++++ TASK INPUT ++++

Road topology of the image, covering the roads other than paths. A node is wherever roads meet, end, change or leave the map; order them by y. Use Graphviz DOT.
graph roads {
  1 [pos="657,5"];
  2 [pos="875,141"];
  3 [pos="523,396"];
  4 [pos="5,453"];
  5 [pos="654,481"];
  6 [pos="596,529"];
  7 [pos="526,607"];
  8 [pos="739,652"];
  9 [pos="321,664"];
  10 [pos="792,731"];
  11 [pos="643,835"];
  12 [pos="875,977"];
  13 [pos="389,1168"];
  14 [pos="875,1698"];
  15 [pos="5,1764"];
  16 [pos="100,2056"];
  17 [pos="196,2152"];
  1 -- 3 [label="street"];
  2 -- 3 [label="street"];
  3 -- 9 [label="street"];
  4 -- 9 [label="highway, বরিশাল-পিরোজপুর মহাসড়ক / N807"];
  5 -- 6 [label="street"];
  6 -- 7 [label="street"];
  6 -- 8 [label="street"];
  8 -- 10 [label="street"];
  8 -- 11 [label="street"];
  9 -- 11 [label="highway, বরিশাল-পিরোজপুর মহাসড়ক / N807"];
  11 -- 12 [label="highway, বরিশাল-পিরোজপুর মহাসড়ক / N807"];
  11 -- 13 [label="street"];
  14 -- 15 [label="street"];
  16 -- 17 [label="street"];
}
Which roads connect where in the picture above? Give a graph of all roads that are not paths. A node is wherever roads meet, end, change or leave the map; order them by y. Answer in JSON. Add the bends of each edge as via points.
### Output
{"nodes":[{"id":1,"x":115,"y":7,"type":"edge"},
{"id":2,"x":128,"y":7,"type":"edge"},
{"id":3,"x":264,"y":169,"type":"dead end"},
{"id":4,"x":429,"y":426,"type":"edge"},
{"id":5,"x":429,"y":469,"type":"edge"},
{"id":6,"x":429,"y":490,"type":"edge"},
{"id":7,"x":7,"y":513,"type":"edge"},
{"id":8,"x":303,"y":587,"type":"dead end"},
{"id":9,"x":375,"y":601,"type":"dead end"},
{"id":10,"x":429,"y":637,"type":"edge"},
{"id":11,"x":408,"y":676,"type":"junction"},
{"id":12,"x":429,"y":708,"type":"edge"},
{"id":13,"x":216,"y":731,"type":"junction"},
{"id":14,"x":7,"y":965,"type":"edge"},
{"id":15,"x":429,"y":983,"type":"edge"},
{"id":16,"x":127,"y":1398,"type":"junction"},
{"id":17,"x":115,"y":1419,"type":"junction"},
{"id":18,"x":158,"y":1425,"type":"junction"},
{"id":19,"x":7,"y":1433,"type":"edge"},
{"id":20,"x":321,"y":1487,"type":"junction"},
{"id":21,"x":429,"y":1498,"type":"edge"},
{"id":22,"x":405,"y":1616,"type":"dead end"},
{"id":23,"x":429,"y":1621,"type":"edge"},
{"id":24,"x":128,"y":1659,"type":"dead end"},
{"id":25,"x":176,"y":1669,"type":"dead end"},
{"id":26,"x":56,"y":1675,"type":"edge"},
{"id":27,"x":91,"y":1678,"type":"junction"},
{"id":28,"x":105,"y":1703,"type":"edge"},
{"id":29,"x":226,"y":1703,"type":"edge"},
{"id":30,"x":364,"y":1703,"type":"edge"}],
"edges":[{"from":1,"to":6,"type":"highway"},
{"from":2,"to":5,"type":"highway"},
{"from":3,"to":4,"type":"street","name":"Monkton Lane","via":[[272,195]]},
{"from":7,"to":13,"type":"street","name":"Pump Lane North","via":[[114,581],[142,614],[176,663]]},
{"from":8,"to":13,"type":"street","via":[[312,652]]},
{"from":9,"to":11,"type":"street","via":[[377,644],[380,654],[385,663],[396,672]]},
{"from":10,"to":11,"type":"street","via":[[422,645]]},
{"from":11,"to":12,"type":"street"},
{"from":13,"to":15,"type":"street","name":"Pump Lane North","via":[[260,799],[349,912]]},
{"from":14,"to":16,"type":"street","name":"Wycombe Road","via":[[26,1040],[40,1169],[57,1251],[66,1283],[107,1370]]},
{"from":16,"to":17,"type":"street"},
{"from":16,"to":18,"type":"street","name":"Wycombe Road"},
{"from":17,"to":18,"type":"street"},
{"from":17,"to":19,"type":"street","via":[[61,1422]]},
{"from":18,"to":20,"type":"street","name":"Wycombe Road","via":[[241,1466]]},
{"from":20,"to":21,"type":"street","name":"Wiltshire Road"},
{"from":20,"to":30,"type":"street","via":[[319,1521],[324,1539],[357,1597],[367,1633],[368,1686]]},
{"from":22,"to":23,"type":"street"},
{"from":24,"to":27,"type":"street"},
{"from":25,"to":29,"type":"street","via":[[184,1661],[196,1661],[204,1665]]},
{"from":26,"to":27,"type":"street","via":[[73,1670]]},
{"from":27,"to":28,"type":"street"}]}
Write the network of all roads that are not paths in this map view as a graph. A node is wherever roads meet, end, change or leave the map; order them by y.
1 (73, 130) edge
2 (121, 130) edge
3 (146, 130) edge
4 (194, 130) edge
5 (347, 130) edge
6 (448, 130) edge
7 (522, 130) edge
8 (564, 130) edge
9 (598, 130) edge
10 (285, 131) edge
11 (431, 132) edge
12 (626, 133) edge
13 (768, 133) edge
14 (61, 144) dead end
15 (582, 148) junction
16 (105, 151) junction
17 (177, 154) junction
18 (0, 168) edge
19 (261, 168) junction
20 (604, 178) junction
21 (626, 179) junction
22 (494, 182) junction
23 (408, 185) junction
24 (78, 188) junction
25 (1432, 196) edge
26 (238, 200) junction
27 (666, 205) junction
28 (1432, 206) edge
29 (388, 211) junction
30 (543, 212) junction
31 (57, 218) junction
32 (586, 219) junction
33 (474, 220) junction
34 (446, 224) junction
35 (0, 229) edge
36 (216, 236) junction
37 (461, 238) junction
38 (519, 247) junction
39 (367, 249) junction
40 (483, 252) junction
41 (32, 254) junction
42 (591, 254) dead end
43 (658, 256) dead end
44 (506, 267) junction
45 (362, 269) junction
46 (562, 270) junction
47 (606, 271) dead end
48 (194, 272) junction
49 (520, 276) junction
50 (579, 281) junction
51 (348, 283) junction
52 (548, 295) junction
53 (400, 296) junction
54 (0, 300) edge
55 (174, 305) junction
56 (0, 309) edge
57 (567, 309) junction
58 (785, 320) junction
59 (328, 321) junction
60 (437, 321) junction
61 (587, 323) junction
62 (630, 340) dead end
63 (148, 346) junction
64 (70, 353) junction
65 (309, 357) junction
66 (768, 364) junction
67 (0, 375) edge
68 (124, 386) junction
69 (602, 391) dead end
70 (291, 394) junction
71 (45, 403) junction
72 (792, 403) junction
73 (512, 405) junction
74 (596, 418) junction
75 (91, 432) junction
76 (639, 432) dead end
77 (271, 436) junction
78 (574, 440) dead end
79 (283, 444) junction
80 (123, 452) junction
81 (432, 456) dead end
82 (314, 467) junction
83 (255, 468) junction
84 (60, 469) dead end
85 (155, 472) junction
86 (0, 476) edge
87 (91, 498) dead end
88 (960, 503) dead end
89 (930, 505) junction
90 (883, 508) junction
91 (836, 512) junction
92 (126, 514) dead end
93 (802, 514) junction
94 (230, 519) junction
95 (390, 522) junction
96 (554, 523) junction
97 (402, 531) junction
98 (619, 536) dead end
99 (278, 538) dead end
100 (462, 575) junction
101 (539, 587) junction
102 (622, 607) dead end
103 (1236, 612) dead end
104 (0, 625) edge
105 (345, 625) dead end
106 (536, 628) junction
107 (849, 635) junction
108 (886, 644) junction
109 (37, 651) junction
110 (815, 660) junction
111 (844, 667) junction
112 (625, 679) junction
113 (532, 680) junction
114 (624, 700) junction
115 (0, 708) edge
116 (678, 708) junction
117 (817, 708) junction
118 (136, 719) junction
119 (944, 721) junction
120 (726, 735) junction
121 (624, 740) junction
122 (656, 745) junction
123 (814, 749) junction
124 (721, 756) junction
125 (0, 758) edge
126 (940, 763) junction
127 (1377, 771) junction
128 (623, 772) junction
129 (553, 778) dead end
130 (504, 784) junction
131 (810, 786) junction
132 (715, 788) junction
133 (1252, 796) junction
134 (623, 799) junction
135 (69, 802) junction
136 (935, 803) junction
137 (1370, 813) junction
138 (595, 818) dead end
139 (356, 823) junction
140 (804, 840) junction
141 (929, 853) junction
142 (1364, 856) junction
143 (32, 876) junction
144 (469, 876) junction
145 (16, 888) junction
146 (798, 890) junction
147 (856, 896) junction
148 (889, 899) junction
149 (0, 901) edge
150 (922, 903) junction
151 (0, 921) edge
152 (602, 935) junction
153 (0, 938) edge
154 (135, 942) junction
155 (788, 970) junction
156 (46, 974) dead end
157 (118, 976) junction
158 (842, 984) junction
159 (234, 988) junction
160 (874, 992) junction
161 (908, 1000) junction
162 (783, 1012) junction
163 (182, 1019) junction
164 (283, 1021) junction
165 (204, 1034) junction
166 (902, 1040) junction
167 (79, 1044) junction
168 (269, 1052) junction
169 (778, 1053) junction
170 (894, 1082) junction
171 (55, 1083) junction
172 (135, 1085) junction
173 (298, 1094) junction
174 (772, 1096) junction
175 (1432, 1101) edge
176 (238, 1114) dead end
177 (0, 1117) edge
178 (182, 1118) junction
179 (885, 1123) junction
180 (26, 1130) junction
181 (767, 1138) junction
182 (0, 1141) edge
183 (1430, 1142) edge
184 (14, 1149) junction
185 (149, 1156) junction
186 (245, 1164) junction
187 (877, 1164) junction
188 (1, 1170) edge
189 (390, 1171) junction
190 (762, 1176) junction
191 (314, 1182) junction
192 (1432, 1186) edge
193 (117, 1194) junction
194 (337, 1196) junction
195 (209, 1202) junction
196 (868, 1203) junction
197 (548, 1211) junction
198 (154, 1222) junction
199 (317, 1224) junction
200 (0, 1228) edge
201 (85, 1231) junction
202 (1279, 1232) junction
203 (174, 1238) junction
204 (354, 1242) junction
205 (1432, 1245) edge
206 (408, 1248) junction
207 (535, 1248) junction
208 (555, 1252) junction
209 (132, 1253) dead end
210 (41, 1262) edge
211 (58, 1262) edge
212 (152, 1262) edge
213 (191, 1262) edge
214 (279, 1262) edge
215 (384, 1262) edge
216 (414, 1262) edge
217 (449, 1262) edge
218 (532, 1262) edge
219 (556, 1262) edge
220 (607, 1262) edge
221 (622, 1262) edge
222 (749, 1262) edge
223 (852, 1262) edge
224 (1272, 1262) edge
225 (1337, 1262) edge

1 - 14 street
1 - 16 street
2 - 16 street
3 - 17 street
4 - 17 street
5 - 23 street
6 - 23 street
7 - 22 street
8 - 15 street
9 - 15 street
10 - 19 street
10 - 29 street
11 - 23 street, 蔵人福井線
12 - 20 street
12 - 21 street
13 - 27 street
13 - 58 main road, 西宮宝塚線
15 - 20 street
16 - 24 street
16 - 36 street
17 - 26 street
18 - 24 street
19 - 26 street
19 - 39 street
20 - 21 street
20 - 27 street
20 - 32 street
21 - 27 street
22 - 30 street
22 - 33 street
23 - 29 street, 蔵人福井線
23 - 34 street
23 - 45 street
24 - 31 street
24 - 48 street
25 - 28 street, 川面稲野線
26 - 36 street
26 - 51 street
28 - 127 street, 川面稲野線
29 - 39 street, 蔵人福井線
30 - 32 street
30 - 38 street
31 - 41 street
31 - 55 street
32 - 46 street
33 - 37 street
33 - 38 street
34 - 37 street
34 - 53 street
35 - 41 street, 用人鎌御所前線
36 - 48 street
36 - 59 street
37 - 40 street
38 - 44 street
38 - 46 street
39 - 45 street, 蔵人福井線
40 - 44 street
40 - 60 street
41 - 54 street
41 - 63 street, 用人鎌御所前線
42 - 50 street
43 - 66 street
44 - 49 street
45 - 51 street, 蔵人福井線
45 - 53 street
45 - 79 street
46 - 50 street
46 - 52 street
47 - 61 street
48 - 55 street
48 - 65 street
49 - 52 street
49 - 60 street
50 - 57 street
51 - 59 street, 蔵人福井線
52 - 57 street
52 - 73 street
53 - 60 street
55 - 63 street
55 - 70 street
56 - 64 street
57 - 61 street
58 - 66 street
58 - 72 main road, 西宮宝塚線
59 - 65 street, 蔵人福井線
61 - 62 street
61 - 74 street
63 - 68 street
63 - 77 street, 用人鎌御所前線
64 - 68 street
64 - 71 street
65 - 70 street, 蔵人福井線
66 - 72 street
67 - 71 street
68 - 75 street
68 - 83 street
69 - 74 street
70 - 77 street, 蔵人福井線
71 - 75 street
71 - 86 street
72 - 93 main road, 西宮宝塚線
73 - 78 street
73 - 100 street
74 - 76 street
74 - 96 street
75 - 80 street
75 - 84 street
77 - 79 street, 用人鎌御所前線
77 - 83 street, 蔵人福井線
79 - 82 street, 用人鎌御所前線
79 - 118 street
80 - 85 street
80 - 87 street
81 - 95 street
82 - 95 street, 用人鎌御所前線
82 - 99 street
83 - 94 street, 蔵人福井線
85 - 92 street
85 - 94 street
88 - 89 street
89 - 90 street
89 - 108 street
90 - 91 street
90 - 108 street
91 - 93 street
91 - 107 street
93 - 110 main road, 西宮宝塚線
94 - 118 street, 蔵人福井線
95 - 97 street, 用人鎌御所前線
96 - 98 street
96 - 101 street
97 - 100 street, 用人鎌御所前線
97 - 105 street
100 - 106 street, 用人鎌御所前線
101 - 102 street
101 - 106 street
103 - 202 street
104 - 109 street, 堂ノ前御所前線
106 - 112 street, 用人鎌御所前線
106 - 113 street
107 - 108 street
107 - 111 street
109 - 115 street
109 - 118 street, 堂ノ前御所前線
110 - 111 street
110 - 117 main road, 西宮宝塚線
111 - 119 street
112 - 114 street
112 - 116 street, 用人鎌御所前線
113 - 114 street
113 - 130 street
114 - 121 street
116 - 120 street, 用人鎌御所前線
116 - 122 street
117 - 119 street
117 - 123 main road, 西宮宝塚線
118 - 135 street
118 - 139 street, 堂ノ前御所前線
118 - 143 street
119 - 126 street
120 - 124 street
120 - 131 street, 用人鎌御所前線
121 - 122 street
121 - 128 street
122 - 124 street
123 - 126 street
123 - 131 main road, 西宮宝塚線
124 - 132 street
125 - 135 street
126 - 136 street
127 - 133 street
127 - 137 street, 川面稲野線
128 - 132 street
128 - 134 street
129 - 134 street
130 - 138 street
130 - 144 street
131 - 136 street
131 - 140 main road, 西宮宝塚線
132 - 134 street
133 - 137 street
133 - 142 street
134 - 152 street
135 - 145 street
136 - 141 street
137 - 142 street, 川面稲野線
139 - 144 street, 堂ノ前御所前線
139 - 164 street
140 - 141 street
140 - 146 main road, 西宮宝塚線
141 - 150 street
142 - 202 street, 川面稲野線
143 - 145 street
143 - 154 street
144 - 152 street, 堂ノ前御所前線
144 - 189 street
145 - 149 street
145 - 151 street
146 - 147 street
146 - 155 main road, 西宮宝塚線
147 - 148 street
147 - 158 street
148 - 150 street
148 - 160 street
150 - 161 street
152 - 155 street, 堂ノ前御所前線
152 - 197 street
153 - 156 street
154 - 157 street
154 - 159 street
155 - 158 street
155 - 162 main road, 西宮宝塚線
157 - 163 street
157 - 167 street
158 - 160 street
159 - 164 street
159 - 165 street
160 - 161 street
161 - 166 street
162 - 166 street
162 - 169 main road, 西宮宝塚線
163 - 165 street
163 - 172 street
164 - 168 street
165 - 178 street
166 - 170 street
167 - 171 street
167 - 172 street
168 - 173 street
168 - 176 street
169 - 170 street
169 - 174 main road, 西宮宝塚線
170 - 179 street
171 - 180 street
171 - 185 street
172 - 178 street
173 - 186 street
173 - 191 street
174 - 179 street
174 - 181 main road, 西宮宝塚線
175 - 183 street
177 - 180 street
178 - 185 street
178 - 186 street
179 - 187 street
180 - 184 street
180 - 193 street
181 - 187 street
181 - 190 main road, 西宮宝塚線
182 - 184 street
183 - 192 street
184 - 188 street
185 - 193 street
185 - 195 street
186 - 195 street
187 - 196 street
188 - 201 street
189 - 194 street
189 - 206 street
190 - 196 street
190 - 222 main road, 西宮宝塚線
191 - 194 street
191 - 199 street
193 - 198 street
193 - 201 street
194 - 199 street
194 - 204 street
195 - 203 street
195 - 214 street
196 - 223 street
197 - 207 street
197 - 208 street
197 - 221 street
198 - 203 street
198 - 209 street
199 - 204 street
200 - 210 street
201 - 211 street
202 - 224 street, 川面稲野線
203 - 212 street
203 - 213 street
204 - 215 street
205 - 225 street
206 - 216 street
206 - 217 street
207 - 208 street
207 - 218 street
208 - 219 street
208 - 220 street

++++

HOW TO COMPLETE THIS TASK:
One inclusive range is required: first line of the data through the line containing "Which roads connect". Set it down exactly and output nothing else.

RESPONSE TO THIS TASK:
Road topology of the image, covering the roads other than paths. A node is wherever roads meet, end, change or leave the map; order them by y. Use Graphviz DOT.
graph roads {
  1 [pos="657,5"];
  2 [pos="875,141"];
  3 [pos="523,396"];
  4 [pos="5,453"];
  5 [pos="654,481"];
  6 [pos="596,529"];
  7 [pos="526,607"];
  8 [pos="739,652"];
  9 [pos="321,664"];
  10 [pos="792,731"];
  11 [pos="643,835"];
  12 [pos="875,977"];
  13 [pos="389,1168"];
  14 [pos="875,1698"];
  15 [pos="5,1764"];
  16 [pos="100,2056"];
  17 [pos="196,2152"];
  1 -- 3 [label="street"];
  2 -- 3 [label="street"];
  3 -- 9 [label="street"];
  4 -- 9 [label="highway, বরিশাল-পিরোজপুর মহাসড়ক / N807"];
  5 -- 6 [label="street"];
  6 -- 7 [label="street"];
  6 -- 8 [label="street"];
  8 -- 10 [label="street"];
  8 -- 11 [label="street"];
  9 -- 11 [label="highway, বরিশাল-পিরোজপুর মহাসড়ক / N807"];
  11 -- 12 [label="highway, বরিশাল-পিরোজপুর মহাসড়ক / N807"];
  11 -- 13 [label="street"];
  14 -- 15 [label="street"];
  16 -- 17 [label="street"];
}
Which roads connect where in the picture above? Give a graph of all roads that are not paths. A node is wherever roads meet, end, change or leave the map; order them by y. Answer in JSON. Add the bends of each edge as via points.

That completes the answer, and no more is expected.